У каторги есть два специальных термина для обозначения того, как «пришивают» людей. Разбить человеку голову на каторге называется расколоть арбуз(!), а ударить человека ножом в грудь, называют ударить в душу. Грудь на каторжном языке называется душой, и корсаковский палач Медведев, рассказывая мне, как он вешал, говорил:
– Как закрутились они на веревке, подступило мне что-то в душу.
И указал при этом куда-то на селезенку…
«Умереть» разно называется на Сахалине. В посту Корсаковском кладбище помещается около маяка, а потому там умереть – это значит отправиться к маяку.
– А где больной такой-то?
– К маяку пошел, ваше высокоблагородие! – отвечают вам в лазарете.
– К маяку бы поскорей! – стонут больные.
В Александровском посту кладбище помещается на пригорке, который занял когда-то ссыльнопоселенец Рачков для выпаса скота. А потому умереть в Александровском посту – это значит отправиться на Рачкову заимку.
Так как Александровский пост – это главный пункт острова и всякий каторжанин обязательно пройдет через него, то и Рачкова заимка получила всеобщую известность, и выражение «отправиться на Рачкову заимку» повсеместно значит «умереть».
И угроза «отправить на Рачкову» равносильна угрозе «пришить».
Из преступлений, кроме убийства, на Сахалине очень распространено делание фальшивой монеты. Особенно теперь в ходу подделка серебряных рублей. Японский пароход «Яеяма-Мару», пришедший за углем для Владивостока, простоял около сахалинского Владимирского рудника около недели.
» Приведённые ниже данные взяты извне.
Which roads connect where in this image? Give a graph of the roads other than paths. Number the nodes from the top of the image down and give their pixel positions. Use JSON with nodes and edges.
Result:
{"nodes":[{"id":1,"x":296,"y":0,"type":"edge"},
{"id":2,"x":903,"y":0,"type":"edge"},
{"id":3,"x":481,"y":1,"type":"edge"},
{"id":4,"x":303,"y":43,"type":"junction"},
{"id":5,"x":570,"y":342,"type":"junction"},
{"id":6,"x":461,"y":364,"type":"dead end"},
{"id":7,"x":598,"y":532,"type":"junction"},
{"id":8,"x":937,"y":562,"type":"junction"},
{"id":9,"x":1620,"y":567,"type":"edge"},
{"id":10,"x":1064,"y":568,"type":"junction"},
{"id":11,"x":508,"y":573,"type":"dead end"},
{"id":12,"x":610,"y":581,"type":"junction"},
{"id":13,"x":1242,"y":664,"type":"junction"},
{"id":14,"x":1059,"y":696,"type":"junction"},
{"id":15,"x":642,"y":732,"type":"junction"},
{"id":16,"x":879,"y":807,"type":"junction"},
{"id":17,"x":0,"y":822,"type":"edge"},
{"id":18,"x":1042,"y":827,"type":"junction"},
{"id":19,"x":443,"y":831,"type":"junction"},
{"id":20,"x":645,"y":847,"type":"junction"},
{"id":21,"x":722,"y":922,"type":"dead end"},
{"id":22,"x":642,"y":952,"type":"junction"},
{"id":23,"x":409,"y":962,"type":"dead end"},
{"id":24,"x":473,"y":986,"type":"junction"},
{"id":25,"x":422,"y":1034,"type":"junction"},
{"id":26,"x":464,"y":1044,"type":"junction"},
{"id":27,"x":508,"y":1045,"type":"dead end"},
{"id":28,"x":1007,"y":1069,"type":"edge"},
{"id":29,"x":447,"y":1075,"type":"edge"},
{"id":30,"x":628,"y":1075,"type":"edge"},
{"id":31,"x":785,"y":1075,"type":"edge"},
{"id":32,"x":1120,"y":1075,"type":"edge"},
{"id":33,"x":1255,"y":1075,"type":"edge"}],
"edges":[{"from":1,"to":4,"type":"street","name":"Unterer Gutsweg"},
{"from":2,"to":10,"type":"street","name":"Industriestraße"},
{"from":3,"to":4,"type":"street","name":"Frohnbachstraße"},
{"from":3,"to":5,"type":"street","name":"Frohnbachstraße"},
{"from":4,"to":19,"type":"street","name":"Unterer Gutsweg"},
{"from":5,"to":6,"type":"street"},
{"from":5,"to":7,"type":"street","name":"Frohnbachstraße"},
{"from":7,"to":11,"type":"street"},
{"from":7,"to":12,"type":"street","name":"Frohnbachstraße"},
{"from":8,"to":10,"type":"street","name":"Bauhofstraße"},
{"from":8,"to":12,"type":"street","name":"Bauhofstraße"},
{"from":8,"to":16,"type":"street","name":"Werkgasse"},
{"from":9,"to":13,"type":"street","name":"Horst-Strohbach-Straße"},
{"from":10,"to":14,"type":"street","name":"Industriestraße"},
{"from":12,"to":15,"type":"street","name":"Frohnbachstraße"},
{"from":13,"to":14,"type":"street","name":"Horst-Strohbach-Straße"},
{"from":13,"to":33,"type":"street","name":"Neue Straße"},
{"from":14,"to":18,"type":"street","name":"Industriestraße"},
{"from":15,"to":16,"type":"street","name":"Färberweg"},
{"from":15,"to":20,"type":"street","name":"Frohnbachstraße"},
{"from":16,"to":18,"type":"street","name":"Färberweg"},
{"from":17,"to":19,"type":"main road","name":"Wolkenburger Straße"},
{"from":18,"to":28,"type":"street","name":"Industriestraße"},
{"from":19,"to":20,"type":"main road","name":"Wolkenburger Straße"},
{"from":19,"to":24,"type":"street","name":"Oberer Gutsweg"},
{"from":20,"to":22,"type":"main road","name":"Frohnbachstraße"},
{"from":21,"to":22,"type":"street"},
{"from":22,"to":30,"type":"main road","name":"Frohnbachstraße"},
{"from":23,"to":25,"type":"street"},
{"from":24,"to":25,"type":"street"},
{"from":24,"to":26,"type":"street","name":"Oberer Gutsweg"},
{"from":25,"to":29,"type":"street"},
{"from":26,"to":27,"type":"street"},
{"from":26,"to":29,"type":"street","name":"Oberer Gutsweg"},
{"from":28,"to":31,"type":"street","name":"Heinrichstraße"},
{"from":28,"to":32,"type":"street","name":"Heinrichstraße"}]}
Японцы, по обыкновению, привезшие для каторжан саки (японская водка) и разные припасы, чтобы мошеннически продать их втридорога, уехали с Сахалина с карманами, полными… фальшивых рублей. Каторга перемошенничала! Эти фальшивые монеты на Сахалине фабрикуются повсеместно и затем сбываются в Уссурийский край, где и спускаются неопытным инородцам. Это часто на Сахалине. Спрашиваю про Золотую Ручку, только что при мне вернувшуюся с материка.
– Да зачем ей понадобилось ездить на материк?
– Зачем! Деньги фальшивые небось возила. У нее дело известное.
«Деньги» на языке каторги называются сарга. Но сарга бывает настоящая и липовая. Липовым каторга называет все фальшивое: деньги, паспорта, имя. Делать липовую саргу – заниматься деланием фальшивой монеты, каторга не без юмора называет также печь блины. И мне передавали – может быть, анекдот, но клялись и божились, что факт, – курьезный случай. Одно из начальствующих лиц заинтересовалось – а чем занимается теперь лично известный ему почему-то поселенец такой-то?
– Блины печет! – отвечали каторжане, любившие поглумиться над начальством.
Начальство поняло, что он печет блины для продажи, как делается в городах, и заметило:
– А-а, отлично, отлично! Я очень рад за него, пусть старается! Это мне очень приятно.
Третьим распространенным на Сахалине преступлением является, конечно, кража. «Украсть» на каторжном языке называется стырить. Подучить украсть, сказать, как легче это сделать, указать, где лежат деньги, называется натырить. Передать краденое в другие руки, чтобы скрыть концы в воду, называется перетырить. И при дележе обмануть сообщника, утаить в свою пользу часть похищенного – именуется оттырить. Ни одна мало-мальски крупная кража ни на Сахалине, ни у нас, в городах, не обходится без натырщиков и перетырщиков, причем сам стырщик получает обыкновенно сущие пустяки, потому что львиную долю оттыривают натырщики и перетырщики – подводчики и сбытчики заведомо краденого. Вор на Сахалине, как и везде – это только батрак, всю жизнь работающий на других.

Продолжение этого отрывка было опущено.